# [Work instruction]
Whatever the records say, give every one of them again exactly.

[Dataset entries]

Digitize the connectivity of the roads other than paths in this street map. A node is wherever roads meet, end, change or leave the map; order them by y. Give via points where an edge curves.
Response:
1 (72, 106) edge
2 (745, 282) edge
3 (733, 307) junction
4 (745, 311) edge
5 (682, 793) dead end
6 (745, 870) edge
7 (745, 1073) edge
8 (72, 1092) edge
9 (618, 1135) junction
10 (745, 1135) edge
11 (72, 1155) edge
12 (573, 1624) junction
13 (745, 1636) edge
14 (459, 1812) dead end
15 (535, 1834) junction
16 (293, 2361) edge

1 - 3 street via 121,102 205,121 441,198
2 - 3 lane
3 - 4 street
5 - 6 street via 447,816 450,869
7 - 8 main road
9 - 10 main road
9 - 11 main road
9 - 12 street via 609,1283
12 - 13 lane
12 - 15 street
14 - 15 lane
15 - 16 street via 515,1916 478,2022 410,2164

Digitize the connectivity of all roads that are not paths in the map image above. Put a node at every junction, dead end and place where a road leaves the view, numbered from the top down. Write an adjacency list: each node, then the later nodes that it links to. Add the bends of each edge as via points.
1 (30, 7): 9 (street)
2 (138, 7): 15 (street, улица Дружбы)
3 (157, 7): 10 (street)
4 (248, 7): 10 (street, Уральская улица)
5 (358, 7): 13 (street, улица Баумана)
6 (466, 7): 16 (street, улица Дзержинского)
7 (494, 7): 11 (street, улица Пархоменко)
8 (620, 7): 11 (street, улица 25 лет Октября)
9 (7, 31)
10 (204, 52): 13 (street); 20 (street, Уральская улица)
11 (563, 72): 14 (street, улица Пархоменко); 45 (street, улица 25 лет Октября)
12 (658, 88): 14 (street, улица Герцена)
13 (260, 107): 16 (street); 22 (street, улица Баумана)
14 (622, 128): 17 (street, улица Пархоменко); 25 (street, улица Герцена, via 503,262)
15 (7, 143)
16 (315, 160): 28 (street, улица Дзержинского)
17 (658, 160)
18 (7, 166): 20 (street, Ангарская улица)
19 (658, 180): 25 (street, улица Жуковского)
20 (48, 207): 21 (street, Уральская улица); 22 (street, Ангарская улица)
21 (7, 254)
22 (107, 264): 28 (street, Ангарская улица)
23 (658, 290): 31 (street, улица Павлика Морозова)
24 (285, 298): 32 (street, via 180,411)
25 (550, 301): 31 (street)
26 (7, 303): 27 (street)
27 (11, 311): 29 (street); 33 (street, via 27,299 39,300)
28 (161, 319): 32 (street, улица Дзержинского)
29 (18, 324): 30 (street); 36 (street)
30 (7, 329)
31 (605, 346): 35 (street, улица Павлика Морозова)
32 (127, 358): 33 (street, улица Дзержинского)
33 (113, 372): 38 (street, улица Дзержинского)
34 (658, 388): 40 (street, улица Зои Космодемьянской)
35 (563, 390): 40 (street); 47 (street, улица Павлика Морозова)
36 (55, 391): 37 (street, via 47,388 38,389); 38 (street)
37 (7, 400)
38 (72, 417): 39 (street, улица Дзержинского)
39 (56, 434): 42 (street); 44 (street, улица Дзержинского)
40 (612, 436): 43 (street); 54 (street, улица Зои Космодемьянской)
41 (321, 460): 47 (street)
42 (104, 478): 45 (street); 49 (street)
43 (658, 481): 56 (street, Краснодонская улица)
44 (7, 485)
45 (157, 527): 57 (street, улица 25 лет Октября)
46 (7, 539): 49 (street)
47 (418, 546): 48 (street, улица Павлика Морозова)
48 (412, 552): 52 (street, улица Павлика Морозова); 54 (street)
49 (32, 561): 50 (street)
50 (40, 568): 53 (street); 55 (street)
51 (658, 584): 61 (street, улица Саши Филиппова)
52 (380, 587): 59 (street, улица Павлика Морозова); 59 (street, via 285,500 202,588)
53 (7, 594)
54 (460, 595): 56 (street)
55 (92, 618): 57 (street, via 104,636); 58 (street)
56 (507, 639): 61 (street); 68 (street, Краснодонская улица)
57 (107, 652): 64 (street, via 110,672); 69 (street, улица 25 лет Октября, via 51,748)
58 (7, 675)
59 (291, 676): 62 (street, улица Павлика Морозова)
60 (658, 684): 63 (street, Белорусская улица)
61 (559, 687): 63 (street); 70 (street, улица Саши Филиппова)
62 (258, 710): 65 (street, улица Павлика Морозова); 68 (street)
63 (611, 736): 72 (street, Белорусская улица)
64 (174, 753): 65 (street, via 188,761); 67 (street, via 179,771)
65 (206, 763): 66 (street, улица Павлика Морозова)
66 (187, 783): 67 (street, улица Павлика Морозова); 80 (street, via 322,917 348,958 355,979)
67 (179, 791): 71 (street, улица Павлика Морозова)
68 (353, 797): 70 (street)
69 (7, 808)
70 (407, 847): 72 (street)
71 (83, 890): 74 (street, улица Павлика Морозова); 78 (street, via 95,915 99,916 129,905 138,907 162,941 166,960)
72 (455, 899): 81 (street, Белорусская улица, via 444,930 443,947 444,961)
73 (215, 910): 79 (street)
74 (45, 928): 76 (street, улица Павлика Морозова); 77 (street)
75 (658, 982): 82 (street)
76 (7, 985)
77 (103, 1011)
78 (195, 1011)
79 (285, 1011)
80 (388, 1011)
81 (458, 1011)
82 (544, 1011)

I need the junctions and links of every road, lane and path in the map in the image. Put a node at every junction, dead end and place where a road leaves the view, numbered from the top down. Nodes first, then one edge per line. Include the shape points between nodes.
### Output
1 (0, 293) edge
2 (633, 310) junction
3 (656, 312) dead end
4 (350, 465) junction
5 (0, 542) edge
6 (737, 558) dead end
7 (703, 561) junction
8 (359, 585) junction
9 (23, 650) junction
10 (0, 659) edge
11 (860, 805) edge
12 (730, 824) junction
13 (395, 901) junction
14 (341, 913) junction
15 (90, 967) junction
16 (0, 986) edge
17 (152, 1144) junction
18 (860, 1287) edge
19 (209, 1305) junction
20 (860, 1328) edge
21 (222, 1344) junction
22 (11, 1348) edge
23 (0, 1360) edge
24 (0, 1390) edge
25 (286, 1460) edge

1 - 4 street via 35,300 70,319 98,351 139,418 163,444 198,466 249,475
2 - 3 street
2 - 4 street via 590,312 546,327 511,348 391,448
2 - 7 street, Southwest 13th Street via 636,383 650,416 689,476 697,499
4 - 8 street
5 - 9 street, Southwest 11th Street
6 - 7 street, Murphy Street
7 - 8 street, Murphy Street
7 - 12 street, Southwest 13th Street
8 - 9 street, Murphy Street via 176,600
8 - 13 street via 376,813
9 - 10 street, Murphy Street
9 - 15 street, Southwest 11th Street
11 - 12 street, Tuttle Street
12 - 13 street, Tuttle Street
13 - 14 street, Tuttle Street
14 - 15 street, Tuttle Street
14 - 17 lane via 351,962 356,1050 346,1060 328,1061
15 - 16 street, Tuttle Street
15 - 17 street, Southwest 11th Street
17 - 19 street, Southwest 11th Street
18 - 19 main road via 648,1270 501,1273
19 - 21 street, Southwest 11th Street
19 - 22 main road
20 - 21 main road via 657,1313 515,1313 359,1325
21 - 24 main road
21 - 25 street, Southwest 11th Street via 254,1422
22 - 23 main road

# [Response area]
Digitize the connectivity of the roads other than paths in this street map. A node is wherever roads meet, end, change or leave the map; order them by y. Give via points where an edge curves.
Response:
1 (72, 106) edge
2 (745, 282) edge
3 (733, 307) junction
4 (745, 311) edge
5 (682, 793) dead end
6 (745, 870) edge
7 (745, 1073) edge
8 (72, 1092) edge
9 (618, 1135) junction
10 (745, 1135) edge
11 (72, 1155) edge
12 (573, 1624) junction
13 (745, 1636) edge
14 (459, 1812) dead end
15 (535, 1834) junction
16 (293, 2361) edge

1 - 3 street via 121,102 205,121 441,198
2 - 3 lane
3 - 4 street
5 - 6 street via 447,816 450,869
7 - 8 main road
9 - 10 main road
9 - 11 main road
9 - 12 street via 609,1283
12 - 13 lane
12 - 15 street
14 - 15 lane
15 - 16 street via 515,1916 478,2022 410,2164

Digitize the connectivity of all roads that are not paths in the map image above. Put a node at every junction, dead end and place where a road leaves the view, numbered from the top down. Write an adjacency list: each node, then the later nodes that it links to. Add the bends of each edge as via points.
1 (30, 7): 9 (street)
2 (138, 7): 15 (street, улица Дружбы)
3 (157, 7): 10 (street)
4 (248, 7): 10 (street, Уральская улица)
5 (358, 7): 13 (street, улица Баумана)
6 (466, 7): 16 (street, улица Дзержинского)
7 (494, 7): 11 (street, улица Пархоменко)
8 (620, 7): 11 (street, улица 25 лет Октября)
9 (7, 31)
10 (204, 52): 13 (street); 20 (street, Уральская улица)
11 (563, 72): 14 (street, улица Пархоменко); 45 (street, улица 25 лет Октября)
12 (658, 88): 14 (street, улица Герцена)
13 (260, 107): 16 (street); 22 (street, улица Баумана)
14 (622, 128): 17 (street, улица Пархоменко); 25 (street, улица Герцена, via 503,262)
15 (7, 143)
16 (315, 160): 28 (street, улица Дзержинского)
17 (658, 160)
18 (7, 166): 20 (street, Ангарская улица)
19 (658, 180): 25 (street, улица Жуковского)
20 (48, 207): 21 (street, Уральская улица); 22 (street, Ангарская улица)
21 (7, 254)
22 (107, 264): 28 (street, Ангарская улица)
23 (658, 290): 31 (street, улица Павлика Морозова)
24 (285, 298): 32 (street, via 180,411)
25 (550, 301): 31 (street)
26 (7, 303): 27 (street)
27 (11, 311): 29 (street); 33 (street, via 27,299 39,300)
28 (161, 319): 32 (street, улица Дзержинского)
29 (18, 324): 30 (street); 36 (street)
30 (7, 329)
31 (605, 346): 35 (street, улица Павлика Морозова)
32 (127, 358): 33 (street, улица Дзержинского)
33 (113, 372): 38 (street, улица Дзержинского)
34 (658, 388): 40 (street, улица Зои Космодемьянской)
35 (563, 390): 40 (street); 47 (street, улица Павлика Морозова)
36 (55, 391): 37 (street, via 47,388 38,389); 38 (street)
37 (7, 400)
38 (72, 417): 39 (street, улица Дзержинского)
39 (56, 434): 42 (street); 44 (street, улица Дзержинского)
40 (612, 436): 43 (street); 54 (street, улица Зои Космодемьянской)
41 (321, 460): 47 (street)
42 (104, 478): 45 (street); 49 (street)
43 (658, 481): 56 (street, Краснодонская улица)
44 (7, 485)
45 (157, 527): 57 (street, улица 25 лет Октября)
46 (7, 539): 49 (street)
47 (418, 546): 48 (street, улица Павлика Морозова)
48 (412, 552): 52 (street, улица Павлика Морозова); 54 (street)
49 (32, 561): 50 (street)
50 (40, 568): 53 (street); 55 (street)
51 (658, 584): 61 (street, улица Саши Филиппова)
52 (380, 587): 59 (street, улица Павлика Морозова); 59 (street, via 285,500 202,588)
53 (7, 594)
54 (460, 595): 56 (street)
55 (92, 618): 57 (street, via 104,636); 58 (street)
56 (507, 639): 61 (street); 68 (street, Краснодонская улица)
57 (107, 652): 64 (street, via 110,672); 69 (street, улица 25 лет Октября, via 51,748)
58 (7, 675)
59 (291, 676): 62 (street, улица Павлика Морозова)
60 (658, 684): 63 (street, Белорусская улица)
61 (559, 687): 63 (street); 70 (street, улица Саши Филиппова)
62 (258, 710): 65 (street, улица Павлика Морозова); 68 (street)
63 (611, 736): 72 (street, Белорусская улица)
64 (174, 753): 65 (street, via 188,761); 67 (street, via 179,771)
65 (206, 763): 66 (street, улица Павлика Морозова)
66 (187, 783): 67 (street, улица Павлика Морозова); 80 (street, via 322,917 348,958 355,979)
67 (179, 791): 71 (street, улица Павлика Морозова)
68 (353, 797): 70 (street)
69 (7, 808)
70 (407, 847): 72 (street)
71 (83, 890): 74 (street, улица Павлика Морозова); 78 (street, via 95,915 99,916 129,905 138,907 162,941 166,960)
72 (455, 899): 81 (street, Белорусская улица, via 444,930 443,947 444,961)
73 (215, 910): 79 (street)
74 (45, 928): 76 (street, улица Павлика Морозова); 77 (street)
75 (658, 982): 82 (street)
76 (7, 985)
77 (103, 1011)
78 (195, 1011)
79 (285, 1011)
80 (388, 1011)
81 (458, 1011)
82 (544, 1011)

I need the junctions and links of every road, lane and path in the map in the image. Put a node at every junction, dead end and place where a road leaves the view, numbered from the top down. Nodes first, then one edge per line. Include the shape points between nodes.
### Output
1 (0, 293) edge
2 (633, 310) junction
3 (656, 312) dead end
4 (350, 465) junction
5 (0, 542) edge
6 (737, 558) dead end
7 (703, 561) junction
8 (359, 585) junction
9 (23, 650) junction
10 (0, 659) edge
11 (860, 805) edge
12 (730, 824) junction
13 (395, 901) junction
14 (341, 913) junction
15 (90, 967) junction
16 (0, 986) edge
17 (152, 1144) junction
18 (860, 1287) edge
19 (209, 1305) junction
20 (860, 1328) edge
21 (222, 1344) junction
22 (11, 1348) edge
23 (0, 1360) edge
24 (0, 1390) edge
25 (286, 1460) edge

1 - 4 street via 35,300 70,319 98,351 139,418 163,444 198,466 249,475
2 - 3 street
2 - 4 street via 590,312 546,327 511,348 391,448
2 - 7 street, Southwest 13th Street via 636,383 650,416 689,476 697,499
4 - 8 street
5 - 9 street, Southwest 11th Street
6 - 7 street, Murphy Street
7 - 8 street, Murphy Street
7 - 12 street, Southwest 13th Street
8 - 9 street, Murphy Street via 176,600
8 - 13 street via 376,813
9 - 10 street, Murphy Street
9 - 15 street, Southwest 11th Street
11 - 12 street, Tuttle Street
12 - 13 street, Tuttle Street
13 - 14 street, Tuttle Street
14 - 15 street, Tuttle Street
14 - 17 lane via 351,962 356,1050 346,1060 328,1061
15 - 16 street, Tuttle Street
15 - 17 street, Southwest 11th Street
17 - 19 street, Southwest 11th Street
18 - 19 main road via 648,1270 501,1273
19 - 21 street, Southwest 11th Street
19 - 22 main road
20 - 21 main road via 657,1313 515,1313 359,1325
21 - 24 main road
21 - 25 street, Southwest 11th Street via 254,1422
22 - 23 main road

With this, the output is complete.